Серебряков тронул его за плечо:

— Савчук все понял… А ты… ты не горюй. Я в обиду не дам. Корабль — твое жилье, и не надо отчаиваться, Петя. Не надо. В морях наши дороги.

7

Крылов никак не мог уснуть. Ворочался с боку на бок, и его охватывало отчаяние. Он вновь и вновь осмысливал то, что случилось. Лейтенант Грачев помог ему в трудную минуту, а он… Игорь приподнялся на койке. Постой, так он же кому-то докладывал об антенне! Ну, конечно же, флаг-связисту! А тот— „антенна крепко держится, не лазьте больше“. Не знает адмирал, как нечестно поступил Голубев. И Грачев не знает. Никто не знает. Никто! Только двое: он и флаг-связист. Голубев завтра уедет, все останется шито-крыто.

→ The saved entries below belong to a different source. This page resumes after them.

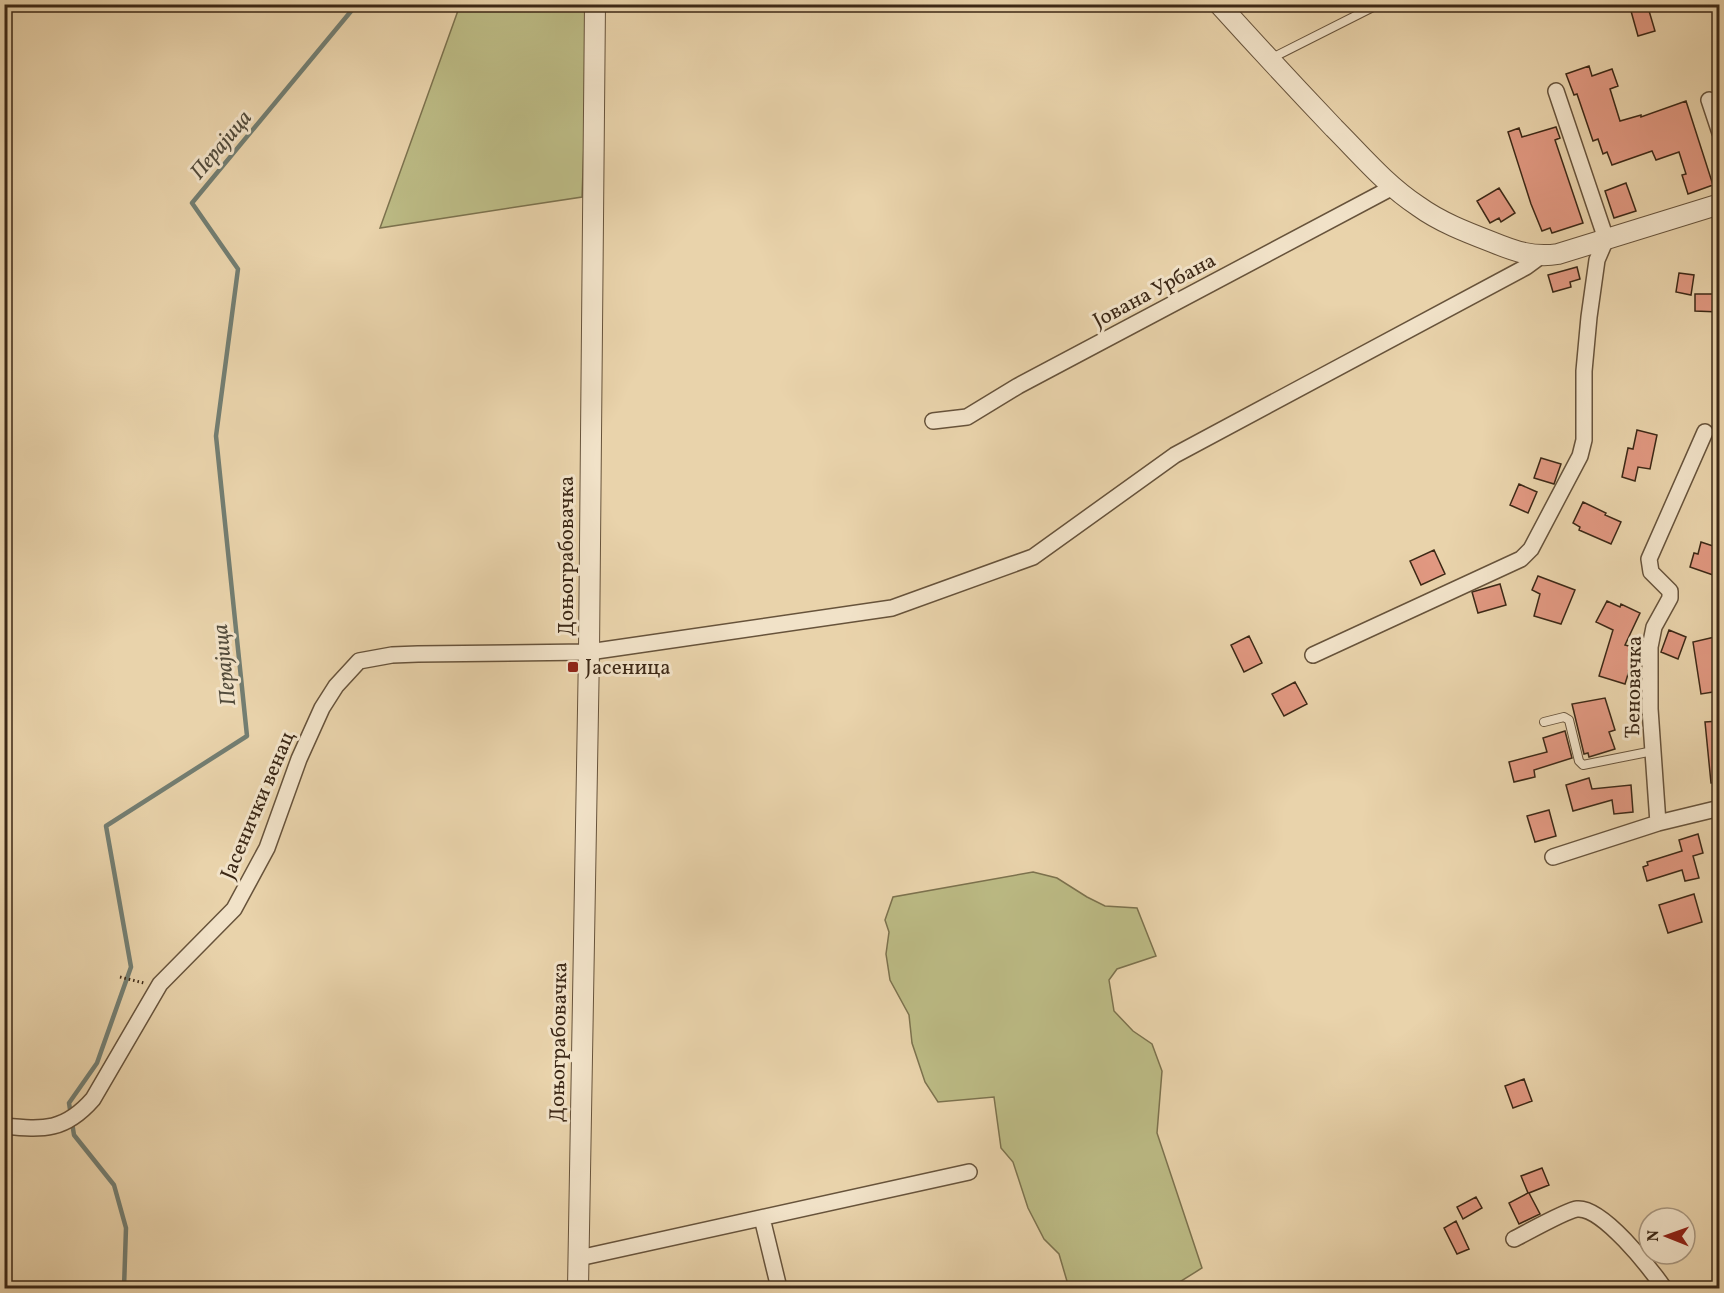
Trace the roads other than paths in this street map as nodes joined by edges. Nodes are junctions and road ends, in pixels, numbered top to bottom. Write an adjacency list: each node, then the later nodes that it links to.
1 (594, 4): 14 (street, Доњограбовачка)
2 (1219, 4): 4 (street)
3 (1379, 4): 4 (lane)
4 (1269, 59): 8 (street)
5 (1556, 91): 10 (street)
6 (1709, 100): 7 (street)
7 (1719, 133)
8 (1393, 187): 11 (street); 12 (street, Јована Урбана)
9 (1719, 204): 10 (street)
10 (1606, 239): 11 (street); 15 (street)
11 (1541, 256): 14 (street, Јасенички венац)
12 (933, 421)
13 (1705, 432): 17 (street, Ђеновачка)
14 (589, 652): 21 (street, Јасенички венац); 25 (street, Доњограбовачка)
15 (1313, 655)
16 (1544, 722): 17 (lane)
17 (1653, 751): 19 (street, Ђеновачка)
18 (1719, 808): 19 (street)
19 (1658, 823): 20 (street)
20 (1553, 857)
21 (4, 1126)
22 (969, 1172): 23 (street)
23 (762, 1218): 25 (street); 27 (street)
24 (1514, 1239): 28 (street)
25 (579, 1258): 26 (street, Доњограбовачка)
26 (578, 1288)
27 (779, 1288)
28 (1664, 1288)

Крылов повернулся на спину, угрюмо глядя в белый подволок. „Ты, Игорь, совесть свою продал. Дешево же с тебя Голубев взял. Ты засыпался на испытаниях. Голубев это скрыл. Ему бы только скорее уехать;..“

В кубрик кто-то спускался. Крылов выглянул из-под одеяла. Замполит. Что ему надо? Игорь услышал, как Леденев тихо спросил дневального:

— Где Крылов?

— Третья койка справа. Разбудить?

— Пусть отдыхает.

И ушел. Крылов спрыгнул с койки, мигом оделся и выскочил на палубу. Дневальный удивленно пожал плечами.

Леденев сидел в своей каюте.

— Моя тут вина, — хрипло заговорил Игорь. — Я доложил флаг-связисту, а он… он сказал, что и так сойдет, не надо лазить на мачту.

Леденев встал:

— Спасибо, Игорь. Иди спать.

Леденев сошел на соседний корабль, где находился штаб, и постучался в каюту адмирала.

— Разрешите?..

В круглое окошко иллюминатора Грачев видел море. Оно было тихим, робким. Пять суток в море, трое из них — в корабельном лазарете. Петру казалось, что на корабле только и разговоров, что о нем. Наверное, Серебряков больше других недоволен. Петру виделось его строгое шершавое лицо с морщинками у глаз, черные усы, слышался ворчливый голос. „Море бесится, а ты ему свои зубы покажи“.

Петр достал из ящика стола свою записную книжку и, открыв чистый листок, записал: „Море соленое, кусается“.

Еще там, в Ленинграде, Лена подтрунивала, зачем он ведет записи. Не думает ли издать их по примеру великих людей?